**WORK INSTRUCTIONS:** Could you repeat the records below exactly, without the pictures?

**ENTRIES PROVIDED:**

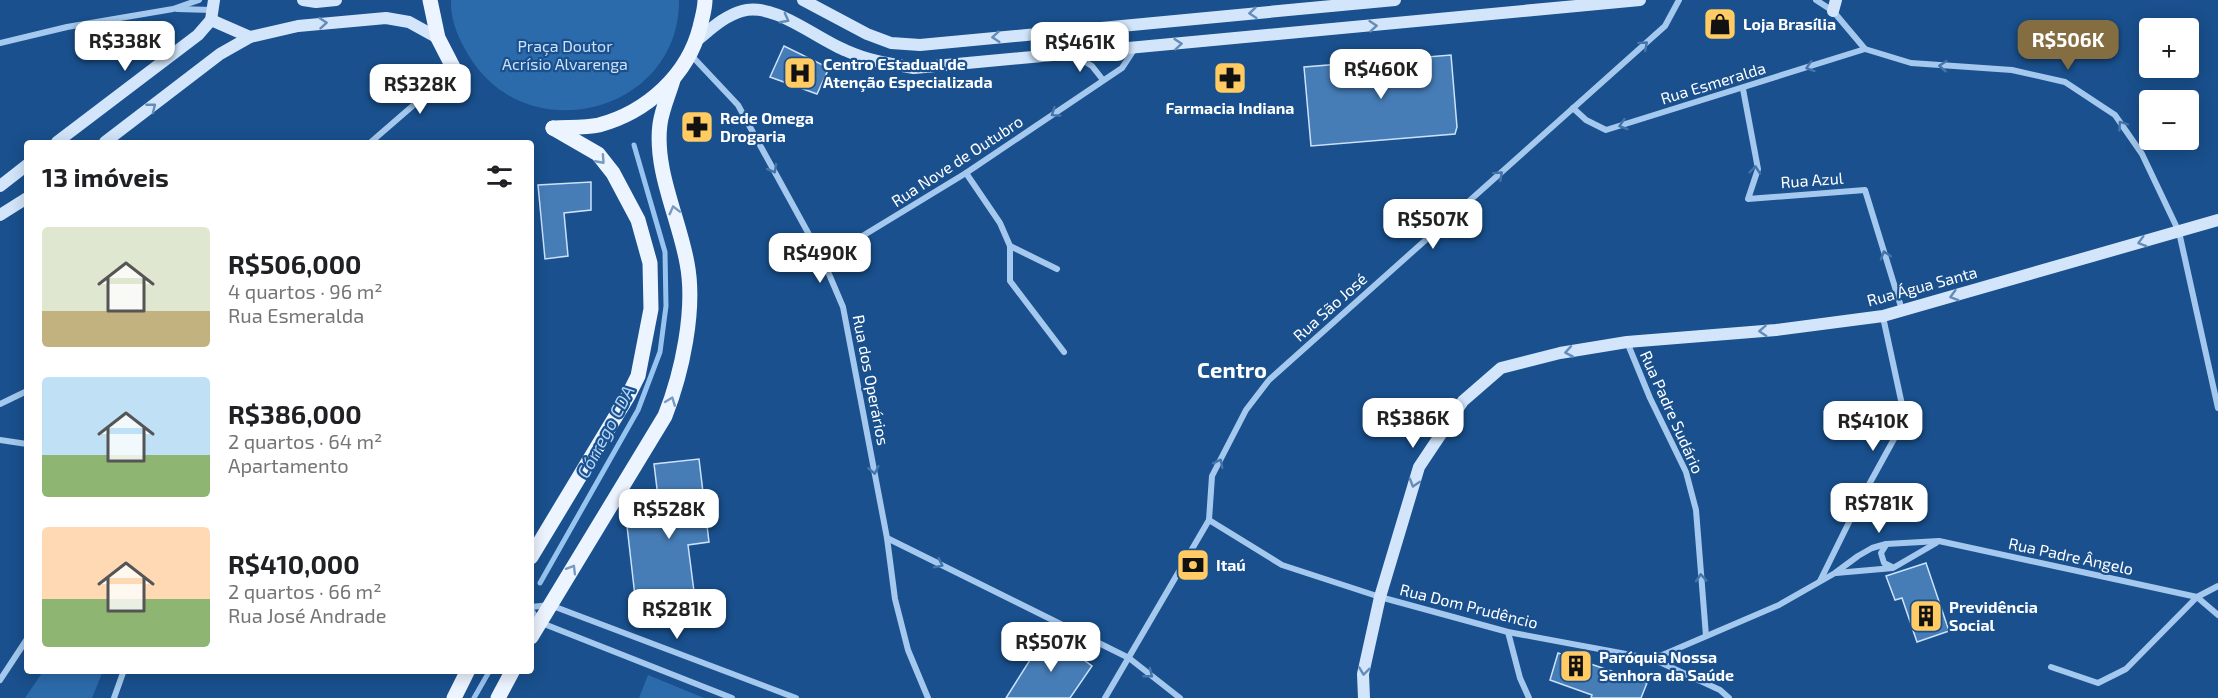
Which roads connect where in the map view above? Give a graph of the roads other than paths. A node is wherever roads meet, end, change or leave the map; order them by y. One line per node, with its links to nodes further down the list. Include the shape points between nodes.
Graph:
1 (199, 0): 12 (street)
2 (303, 0): 3 (main road)
3 (336, 0)
4 (430, 0): 15 (main road)
5 (705, 0): 17 (main road)
6 (803, 0): 7 (main road, one-way to 6, via 920,45 891,43 867,34)
7 (1395, 0)
8 (1640, 0): 18 (main road, one-way to 8)
9 (1679, 0): 25 (street, Rua São José, one-way to 9, via 1665,26)
10 (1816, 0): 11 (street)
11 (1835, 6): 19 (street)
12 (173, 9): 13 (street); 16 (street)
13 (213, 10): 14 (main road); 26 (main road, via 198,35)
14 (250, 37): 15 (main road, one-way to 15, via 298,26 386,18 409,22); 27 (main road, one-way to 14, via 220,54)
15 (438, 38): 21 (main road)
16 (0, 43)
17 (693, 48): 20 (main road, one-way to 20, via 723,20 744,10 770,11 846,51 879,63 914,68); 22 (main road); 37 (street, Rua dos Operários, one-way to 37, via 738,105)
18 (1136, 48): 20 (main road); 23 (street, Rua Nove de Outubro, via 1122,68)
19 (1865, 49): 24 (street, Rua Esmeralda, one-way to 24); 35 (street, one-way to 19, via 2142,154 2115,115 2064,82 2012,70 1911,63)
20 (1071, 52): 23 (street, via 1092,66)
21 (454, 69): 28 (street)
22 (673, 80): 52 (main road, one-way to 52, via 639,108 619,117 598,125 553,128 598,154 613,173 638,220 650,263 651,309 638,376); 59 (main road, one-way to 22, via 665,416 676,388 689,317 688,265 661,159 660,124)
23 (1103, 80): 30 (street, Rua Nove de Outubro, one-way to 30)
24 (1743, 89): 25 (street, Rua Esmeralda, one-way to 25, via 1606,130); 39 (street, Rua Azul, one-way to 24, via 1865,190 1748,199 1758,169)
25 (1573, 108): 48 (street, Rua São José, one-way to 25, via 1212,476 1246,410 1269,380)
26 (60, 140)
27 (108, 140)
28 (373, 140)
29 (24, 167): 31 (main road)
30 (966, 173): 36 (street, via 1000,223); 37 (street, Rua Nove de Outubro)
31 (0, 186)
32 (24, 200): 33 (main road)
33 (0, 215)
34 (2218, 220): 35 (main road, Rua Água Santa)
35 (2179, 232): 39 (main road, Rua Água Santa, one-way to 39); 45 (street)
36 (1010, 246): 38 (street); 42 (street, via 1010,281)
37 (823, 260): 49 (street, Rua dos Operários, one-way to 49, via 843,307)
38 (1057, 268)
39 (1902, 311): 40 (main road, Rua Água Santa)
40 (1883, 316): 41 (main road, Rua Água Santa, one-way to 41, via 1776,330); 55 (street, via 1904,414)
41 (1627, 342): 57 (main road, Rua Água Santa, one-way to 57, via 1501,368 1463,401 1419,467); 63 (street, Rua Padre Sudário, one-way to 41, via 1696,510 1686,472)
42 (1064, 352)
43 (24, 392): 44 (street)
44 (0, 404)
45 (2218, 408)
46 (0, 440): 47 (street)
47 (24, 444)
48 (1209, 520): 57 (street, Rua Dom Prudêncio, via 1282,565); 65 (street)
49 (887, 538): 65 (street, one-way to 65); 77 (street, Rua dos Operários, via 908,650)
50 (1939, 541): 51 (street, Rua Padre Ângelo); 53 (street, Rua Padre Ângelo); 58 (street, Rua Padre Ângelo)
51 (1886, 544): 53 (street, via 1881,553 1884,563); 54 (street, Rua Padre Ângelo, via 1857,556)
52 (534, 552)
53 (1893, 568): 54 (street, Rua Padre Ângelo)
54 (1835, 573): 55 (street, Rua Padre Ângelo)
55 (1820, 582): 63 (street, Rua Padre Ângelo, via 1779,605)
56 (2218, 586): 58 (street)
57 (1380, 597): 62 (street, Rua Dom Prudêncio); 80 (main road, Rua Água Santa, one-way to 80, via 1363,674)
58 (2197, 597): 61 (street); 67 (street, via 2126,669 2098,682)
59 (550, 605): 60 (main road); 76 (street)
60 (534, 613): 75 (street)
61 (2218, 615)
62 (1508, 632): 66 (street, Rua Dom Prudêncio); 81 (street)
63 (1706, 636): 66 (street, Rua Padre Ângelo)
64 (24, 644): 71 (street)
65 (1129, 658): 78 (street); 79 (street, one-way to 79)
66 (1653, 659): 82 (street, Rua Dom Prudêncio, via 1720,690)
67 (2051, 667)
68 (123, 674): 72 (street)
69 (466, 674): 73 (main road)
70 (511, 674): 74 (main road)
71 (0, 680)
72 (114, 698)
73 (454, 698)
74 (498, 698)
75 (732, 698)
76 (796, 698)
77 (928, 698)
78 (1105, 698)
79 (1180, 698)
80 (1364, 698)
81 (1529, 698)
82 (1729, 698)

**SOLVED PROBLEM:**
Which roads connect where in the map view above? Give a graph of the roads other than paths. A node is wherever roads meet, end, change or leave the map; order them by y. One line per node, with its links to nodes further down the list. Include the shape points between nodes.
Graph:
1 (199, 0): 12 (street)
2 (303, 0): 3 (main road)
3 (336, 0)
4 (430, 0): 15 (main road)
5 (705, 0): 17 (main road)
6 (803, 0): 7 (main road, one-way to 6, via 920,45 891,43 867,34)
7 (1395, 0)
8 (1640, 0): 18 (main road, one-way to 8)
9 (1679, 0): 25 (street, Rua São José, one-way to 9, via 1665,26)
10 (1816, 0): 11 (street)
11 (1835, 6): 19 (street)
12 (173, 9): 13 (street); 16 (street)
13 (213, 10): 14 (main road); 26 (main road, via 198,35)
14 (250, 37): 15 (main road, one-way to 15, via 298,26 386,18 409,22); 27 (main road, one-way to 14, via 220,54)
15 (438, 38): 21 (main road)
16 (0, 43)
17 (693, 48): 20 (main road, one-way to 20, via 723,20 744,10 770,11 846,51 879,63 914,68); 22 (main road); 37 (street, Rua dos Operários, one-way to 37, via 738,105)
18 (1136, 48): 20 (main road); 23 (street, Rua Nove de Outubro, via 1122,68)
19 (1865, 49): 24 (street, Rua Esmeralda, one-way to 24); 35 (street, one-way to 19, via 2142,154 2115,115 2064,82 2012,70 1911,63)
20 (1071, 52): 23 (street, via 1092,66)
21 (454, 69): 28 (street)
22 (673, 80): 52 (main road, one-way to 52, via 639,108 619,117 598,125 553,128 598,154 613,173 638,220 650,263 651,309 638,376); 59 (main road, one-way to 22, via 665,416 676,388 689,317 688,265 661,159 660,124)
23 (1103, 80): 30 (street, Rua Nove de Outubro, one-way to 30)
24 (1743, 89): 25 (street, Rua Esmeralda, one-way to 25, via 1606,130); 39 (street, Rua Azul, one-way to 24, via 1865,190 1748,199 1758,169)
25 (1573, 108): 48 (street, Rua São José, one-way to 25, via 1212,476 1246,410 1269,380)
26 (60, 140)
27 (108, 140)
28 (373, 140)
29 (24, 167): 31 (main road)
30 (966, 173): 36 (street, via 1000,223); 37 (street, Rua Nove de Outubro)
31 (0, 186)
32 (24, 200): 33 (main road)
33 (0, 215)
34 (2218, 220): 35 (main road, Rua Água Santa)
35 (2179, 232): 39 (main road, Rua Água Santa, one-way to 39); 45 (street)
36 (1010, 246): 38 (street); 42 (street, via 1010,281)
37 (823, 260): 49 (street, Rua dos Operários, one-way to 49, via 843,307)
38 (1057, 268)
39 (1902, 311): 40 (main road, Rua Água Santa)
40 (1883, 316): 41 (main road, Rua Água Santa, one-way to 41, via 1776,330); 55 (street, via 1904,414)
41 (1627, 342): 57 (main road, Rua Água Santa, one-way to 57, via 1501,368 1463,401 1419,467); 63 (street, Rua Padre Sudário, one-way to 41, via 1696,510 1686,472)
42 (1064, 352)
43 (24, 392): 44 (street)
44 (0, 404)
45 (2218, 408)
46 (0, 440): 47 (street)
47 (24, 444)
48 (1209, 520): 57 (street, Rua Dom Prudêncio, via 1282,565); 65 (street)
49 (887, 538): 65 (street, one-way to 65); 77 (street, Rua dos Operários, via 908,650)
50 (1939, 541): 51 (street, Rua Padre Ângelo); 53 (street, Rua Padre Ângelo); 58 (street, Rua Padre Ângelo)
51 (1886, 544): 53 (street, via 1881,553 1884,563); 54 (street, Rua Padre Ângelo, via 1857,556)
52 (534, 552)
53 (1893, 568): 54 (street, Rua Padre Ângelo)
54 (1835, 573): 55 (street, Rua Padre Ângelo)
55 (1820, 582): 63 (street, Rua Padre Ângelo, via 1779,605)
56 (2218, 586): 58 (street)
57 (1380, 597): 62 (street, Rua Dom Prudêncio); 80 (main road, Rua Água Santa, one-way to 80, via 1363,674)
58 (2197, 597): 61 (street); 67 (street, via 2126,669 2098,682)
59 (550, 605): 60 (main road); 76 (street)
60 (534, 613): 75 (street)
61 (2218, 615)
62 (1508, 632): 66 (street, Rua Dom Prudêncio); 81 (street)
63 (1706, 636): 66 (street, Rua Padre Ângelo)
64 (24, 644): 71 (street)
65 (1129, 658): 78 (street); 79 (street, one-way to 79)
66 (1653, 659): 82 (street, Rua Dom Prudêncio, via 1720,690)
67 (2051, 667)
68 (123, 674): 72 (street)
69 (466, 674): 73 (main road)
70 (511, 674): 74 (main road)
71 (0, 680)
72 (114, 698)
73 (454, 698)
74 (498, 698)
75 (732, 698)
76 (796, 698)
77 (928, 698)
78 (1105, 698)
79 (1180, 698)
80 (1364, 698)
81 (1529, 698)
82 (1729, 698)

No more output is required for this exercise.